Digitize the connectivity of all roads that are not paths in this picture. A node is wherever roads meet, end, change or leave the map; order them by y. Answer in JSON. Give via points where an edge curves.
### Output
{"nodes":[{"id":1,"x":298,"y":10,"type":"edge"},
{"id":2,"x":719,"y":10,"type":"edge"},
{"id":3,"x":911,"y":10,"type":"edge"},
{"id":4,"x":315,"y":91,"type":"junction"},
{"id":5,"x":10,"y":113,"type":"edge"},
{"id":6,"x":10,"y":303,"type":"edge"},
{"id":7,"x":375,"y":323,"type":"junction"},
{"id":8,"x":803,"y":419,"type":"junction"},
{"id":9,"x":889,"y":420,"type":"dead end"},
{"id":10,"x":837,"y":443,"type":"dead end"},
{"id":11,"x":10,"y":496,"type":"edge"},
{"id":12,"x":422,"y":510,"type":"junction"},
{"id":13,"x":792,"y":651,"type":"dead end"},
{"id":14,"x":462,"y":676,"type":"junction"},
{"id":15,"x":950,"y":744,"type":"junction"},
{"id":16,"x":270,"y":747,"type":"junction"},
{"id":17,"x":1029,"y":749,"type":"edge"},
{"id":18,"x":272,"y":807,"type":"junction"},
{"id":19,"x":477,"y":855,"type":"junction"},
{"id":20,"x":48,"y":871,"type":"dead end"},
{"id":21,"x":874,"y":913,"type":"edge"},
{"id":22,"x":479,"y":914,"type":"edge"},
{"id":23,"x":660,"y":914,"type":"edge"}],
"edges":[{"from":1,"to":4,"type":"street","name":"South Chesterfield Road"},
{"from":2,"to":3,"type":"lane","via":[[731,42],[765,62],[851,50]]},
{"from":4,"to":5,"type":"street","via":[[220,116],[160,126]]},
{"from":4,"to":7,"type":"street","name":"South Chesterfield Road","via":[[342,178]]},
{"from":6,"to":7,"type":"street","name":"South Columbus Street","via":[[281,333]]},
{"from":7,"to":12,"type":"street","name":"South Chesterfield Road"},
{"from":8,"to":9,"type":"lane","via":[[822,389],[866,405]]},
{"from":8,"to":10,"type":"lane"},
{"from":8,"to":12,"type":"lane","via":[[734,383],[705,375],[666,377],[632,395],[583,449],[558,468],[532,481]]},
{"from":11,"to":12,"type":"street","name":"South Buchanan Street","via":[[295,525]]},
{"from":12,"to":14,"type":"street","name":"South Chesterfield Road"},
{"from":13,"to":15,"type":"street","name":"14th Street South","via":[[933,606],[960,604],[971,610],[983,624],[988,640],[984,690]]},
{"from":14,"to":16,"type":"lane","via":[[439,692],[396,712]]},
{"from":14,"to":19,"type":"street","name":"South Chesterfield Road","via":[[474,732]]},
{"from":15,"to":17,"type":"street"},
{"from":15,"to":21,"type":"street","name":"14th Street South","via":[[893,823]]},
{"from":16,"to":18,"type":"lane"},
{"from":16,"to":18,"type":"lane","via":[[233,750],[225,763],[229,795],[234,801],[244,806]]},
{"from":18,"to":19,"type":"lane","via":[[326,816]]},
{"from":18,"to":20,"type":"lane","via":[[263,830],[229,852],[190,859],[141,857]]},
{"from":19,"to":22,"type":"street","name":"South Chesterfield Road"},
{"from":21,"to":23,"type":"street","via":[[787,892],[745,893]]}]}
********************
> [Problem]:
Repeat all the data, every line exactly.

> [Completed task]:
Digitize the connectivity of all roads that are not paths in this picture. A node is wherever roads meet, end, change or leave the map; order them by y. Answer in JSON. Give via points where an edge curves.
### Output
{"nodes":[{"id":1,"x":298,"y":10,"type":"edge"},
{"id":2,"x":719,"y":10,"type":"edge"},
{"id":3,"x":911,"y":10,"type":"edge"},
{"id":4,"x":315,"y":91,"type":"junction"},
{"id":5,"x":10,"y":113,"type":"edge"},
{"id":6,"x":10,"y":303,"type":"edge"},
{"id":7,"x":375,"y":323,"type":"junction"},
{"id":8,"x":803,"y":419,"type":"junction"},
{"id":9,"x":889,"y":420,"type":"dead end"},
{"id":10,"x":837,"y":443,"type":"dead end"},
{"id":11,"x":10,"y":496,"type":"edge"},
{"id":12,"x":422,"y":510,"type":"junction"},
{"id":13,"x":792,"y":651,"type":"dead end"},
{"id":14,"x":462,"y":676,"type":"junction"},
{"id":15,"x":950,"y":744,"type":"junction"},
{"id":16,"x":270,"y":747,"type":"junction"},
{"id":17,"x":1029,"y":749,"type":"edge"},
{"id":18,"x":272,"y":807,"type":"junction"},
{"id":19,"x":477,"y":855,"type":"junction"},
{"id":20,"x":48,"y":871,"type":"dead end"},
{"id":21,"x":874,"y":913,"type":"edge"},
{"id":22,"x":479,"y":914,"type":"edge"},
{"id":23,"x":660,"y":914,"type":"edge"}],
"edges":[{"from":1,"to":4,"type":"street","name":"South Chesterfield Road"},
{"from":2,"to":3,"type":"lane","via":[[731,42],[765,62],[851,50]]},
{"from":4,"to":5,"type":"street","via":[[220,116],[160,126]]},
{"from":4,"to":7,"type":"street","name":"South Chesterfield Road","via":[[342,178]]},
{"from":6,"to":7,"type":"street","name":"South Columbus Street","via":[[281,333]]},
{"from":7,"to":12,"type":"street","name":"South Chesterfield Road"},
{"from":8,"to":9,"type":"lane","via":[[822,389],[866,405]]},
{"from":8,"to":10,"type":"lane"},
{"from":8,"to":12,"type":"lane","via":[[734,383],[705,375],[666,377],[632,395],[583,449],[558,468],[532,481]]},
{"from":11,"to":12,"type":"street","name":"South Buchanan Street","via":[[295,525]]},
{"from":12,"to":14,"type":"street","name":"South Chesterfield Road"},
{"from":13,"to":15,"type":"street","name":"14th Street South","via":[[933,606],[960,604],[971,610],[983,624],[988,640],[984,690]]},
{"from":14,"to":16,"type":"lane","via":[[439,692],[396,712]]},
{"from":14,"to":19,"type":"street","name":"South Chesterfield Road","via":[[474,732]]},
{"from":15,"to":17,"type":"street"},
{"from":15,"to":21,"type":"street","name":"14th Street South","via":[[893,823]]},
{"from":16,"to":18,"type":"lane"},
{"from":16,"to":18,"type":"lane","via":[[233,750],[225,763],[229,795],[234,801],[244,806]]},
{"from":18,"to":19,"type":"lane","via":[[326,816]]},
{"from":18,"to":20,"type":"lane","via":[[263,830],[229,852],[190,859],[141,857]]},
{"from":19,"to":22,"type":"street","name":"South Chesterfield Road"},
{"from":21,"to":23,"type":"street","via":[[787,892],[745,893]]}]}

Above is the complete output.